**TASK DATA**
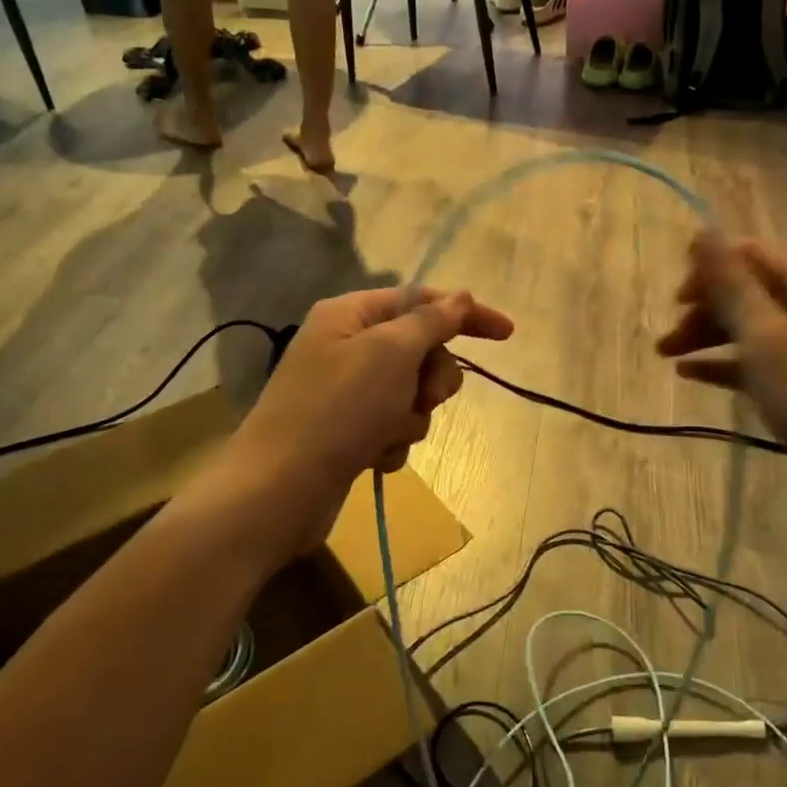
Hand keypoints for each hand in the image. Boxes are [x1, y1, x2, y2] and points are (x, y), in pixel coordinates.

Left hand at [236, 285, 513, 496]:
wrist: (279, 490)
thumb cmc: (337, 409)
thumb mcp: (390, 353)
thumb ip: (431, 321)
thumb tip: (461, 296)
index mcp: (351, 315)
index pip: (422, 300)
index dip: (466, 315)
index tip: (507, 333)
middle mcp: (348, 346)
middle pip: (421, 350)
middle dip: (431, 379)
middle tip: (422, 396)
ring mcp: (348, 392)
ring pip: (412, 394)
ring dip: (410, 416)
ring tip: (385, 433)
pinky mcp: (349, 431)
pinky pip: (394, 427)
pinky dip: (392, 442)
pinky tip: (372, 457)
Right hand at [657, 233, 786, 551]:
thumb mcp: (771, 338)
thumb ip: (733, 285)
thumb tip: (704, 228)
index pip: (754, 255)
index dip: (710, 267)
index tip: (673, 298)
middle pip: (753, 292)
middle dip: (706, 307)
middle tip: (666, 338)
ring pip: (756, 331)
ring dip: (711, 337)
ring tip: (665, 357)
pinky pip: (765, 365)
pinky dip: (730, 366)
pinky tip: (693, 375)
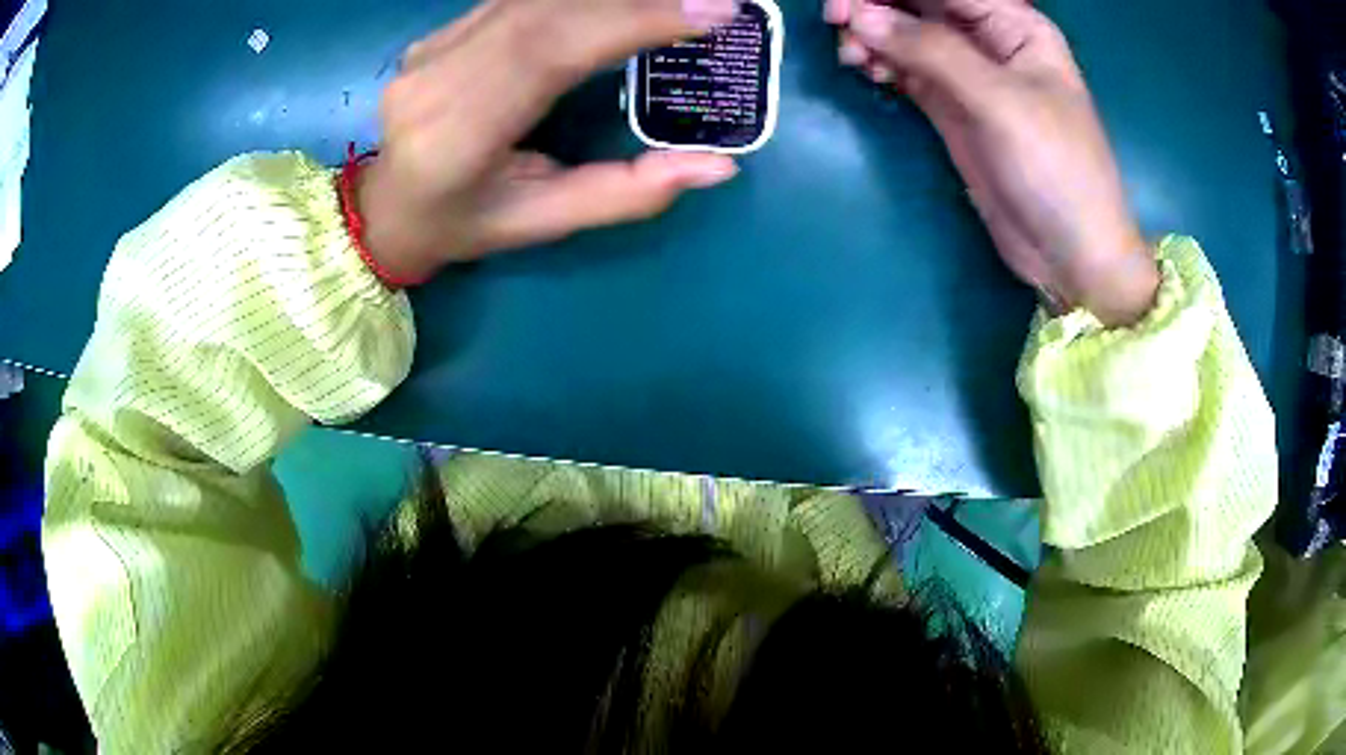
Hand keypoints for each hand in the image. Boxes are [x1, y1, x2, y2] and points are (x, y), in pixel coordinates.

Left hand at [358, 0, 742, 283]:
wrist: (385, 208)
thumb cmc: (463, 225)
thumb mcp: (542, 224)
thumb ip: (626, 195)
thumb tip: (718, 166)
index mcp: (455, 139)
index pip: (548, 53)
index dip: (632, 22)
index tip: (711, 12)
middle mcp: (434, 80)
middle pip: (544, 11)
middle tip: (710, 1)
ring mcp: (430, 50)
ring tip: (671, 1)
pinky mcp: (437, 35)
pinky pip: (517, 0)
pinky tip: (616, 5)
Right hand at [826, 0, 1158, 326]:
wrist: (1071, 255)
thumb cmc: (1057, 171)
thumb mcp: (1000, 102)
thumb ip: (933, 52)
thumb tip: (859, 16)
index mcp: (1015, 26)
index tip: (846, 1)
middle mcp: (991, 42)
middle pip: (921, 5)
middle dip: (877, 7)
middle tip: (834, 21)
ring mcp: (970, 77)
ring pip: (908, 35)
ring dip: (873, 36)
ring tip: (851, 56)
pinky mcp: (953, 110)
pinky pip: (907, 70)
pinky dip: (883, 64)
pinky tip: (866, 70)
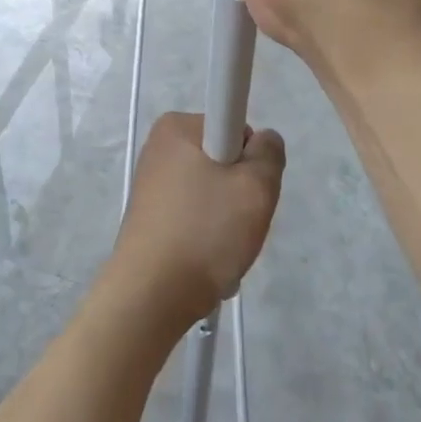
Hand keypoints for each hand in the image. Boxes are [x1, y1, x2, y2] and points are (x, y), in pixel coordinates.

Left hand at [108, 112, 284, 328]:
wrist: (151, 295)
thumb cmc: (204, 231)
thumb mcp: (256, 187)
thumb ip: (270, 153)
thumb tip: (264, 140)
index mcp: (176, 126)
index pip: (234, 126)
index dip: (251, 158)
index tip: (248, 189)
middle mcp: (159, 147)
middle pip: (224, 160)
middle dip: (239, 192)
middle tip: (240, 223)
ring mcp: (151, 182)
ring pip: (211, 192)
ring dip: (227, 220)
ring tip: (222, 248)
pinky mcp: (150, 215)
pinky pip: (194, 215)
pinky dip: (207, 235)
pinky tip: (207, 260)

**YOUR GOAL**
Repeat the records word for word. Any picture in them should be left out.

**SOLUTION TO THIS TASK**
Hand keypoints for each hand in the image. Boxes are [x1, y1, x2, y2] and points are (x, y), in pixel coordinates.

Left hand at [236, 285, 513, 496]:
wrist: (279, 490)
thumb cmc: (337, 409)
thumb mcp: (390, 353)
thumb ip: (431, 321)
thumb tip: (461, 296)
index mcp: (351, 315)
index pip: (422, 300)
index dip: (466, 315)
index tip: (507, 333)
middle mcp: (348, 346)
middle pip: (421, 350)
middle dip: (431, 379)
middle tip: (422, 396)
ring mcp: (348, 392)
ring pip: (412, 394)
ring dip: (410, 416)
ring tip: (385, 433)
pinky mcp: (349, 431)
pinky pip: (394, 427)
pinky dip: (392, 442)
pinky tip: (372, 457)
Right hand at [657, 233, 786, 551]:
thumb mcp: (771, 338)
thumb ip: (733, 285)
thumb tip: (704, 228)
index pip: (754, 255)
index dip: (710, 267)
index tip: (673, 298)
middle pip: (753, 292)
middle dip: (706, 307)
middle tip: (666, 338)
ring pip: (756, 331)
ring dip: (711, 337)
ring tip: (665, 357)
pinky pip: (765, 365)
pinky dip: (730, 366)
pinky tip: (693, 375)
Hand keypoints for each hand in the image. Boxes are [x1, y1, x2, y2] and points are (x, y), in pixel coordinates.

Left hand at [358, 0, 742, 283]:
wrist: (385, 208)
thumb cmc: (463, 225)
thumb mcp: (542, 224)
thumb ip: (626, 195)
thumb tip: (718, 166)
index mcp: (455, 139)
index pip: (548, 53)
index dip: (632, 22)
index tip: (711, 12)
middle mcp: (434, 80)
middle pip: (544, 11)
middle tip: (710, 1)
ring mcp: (430, 50)
ring tip: (671, 1)
pinky mcp: (437, 35)
pinky pip: (517, 0)
pinky tip: (616, 5)
Right hand at [826, 0, 1158, 326]:
wrist: (1071, 255)
thumb cmc: (1057, 171)
thumb mcp: (1000, 102)
thumb ip: (933, 52)
thumb tip: (859, 16)
index mcp: (1015, 26)
index tip: (846, 1)
middle mcp: (991, 42)
middle pip: (921, 5)
middle dip: (877, 7)
middle tip: (834, 21)
ring mcp: (970, 77)
ring pip: (908, 35)
ring dip: (873, 36)
ring tip: (851, 56)
pinky mcp: (953, 110)
pinky pip: (907, 70)
pinky dip: (883, 64)
pinky tip: (866, 70)
Hand keypoints for each hand in the image. Boxes are [x1, y1, x2, y2] and points are (x, y), in pixel coordinates.

Left hand at [108, 112, 284, 328]:
wrist: (151, 295)
thumb cmc: (204, 231)
thumb mcp: (256, 187)
thumb ip: (270, 153)
thumb tip: (264, 140)
index mcp: (176, 126)
index pip: (234, 126)
index dip: (251, 158)
index tip: (248, 189)
middle mcp: (159, 147)
middle pip: (224, 160)
middle dip: (239, 192)
middle tip: (240, 223)
ring mcp: (151, 182)
ring pip: (211, 192)
ring dip: (227, 220)
ring tip: (222, 248)
pinky mcp: (150, 215)
pinky pip: (194, 215)
pinky dip: (207, 235)
pinky tip: (207, 260)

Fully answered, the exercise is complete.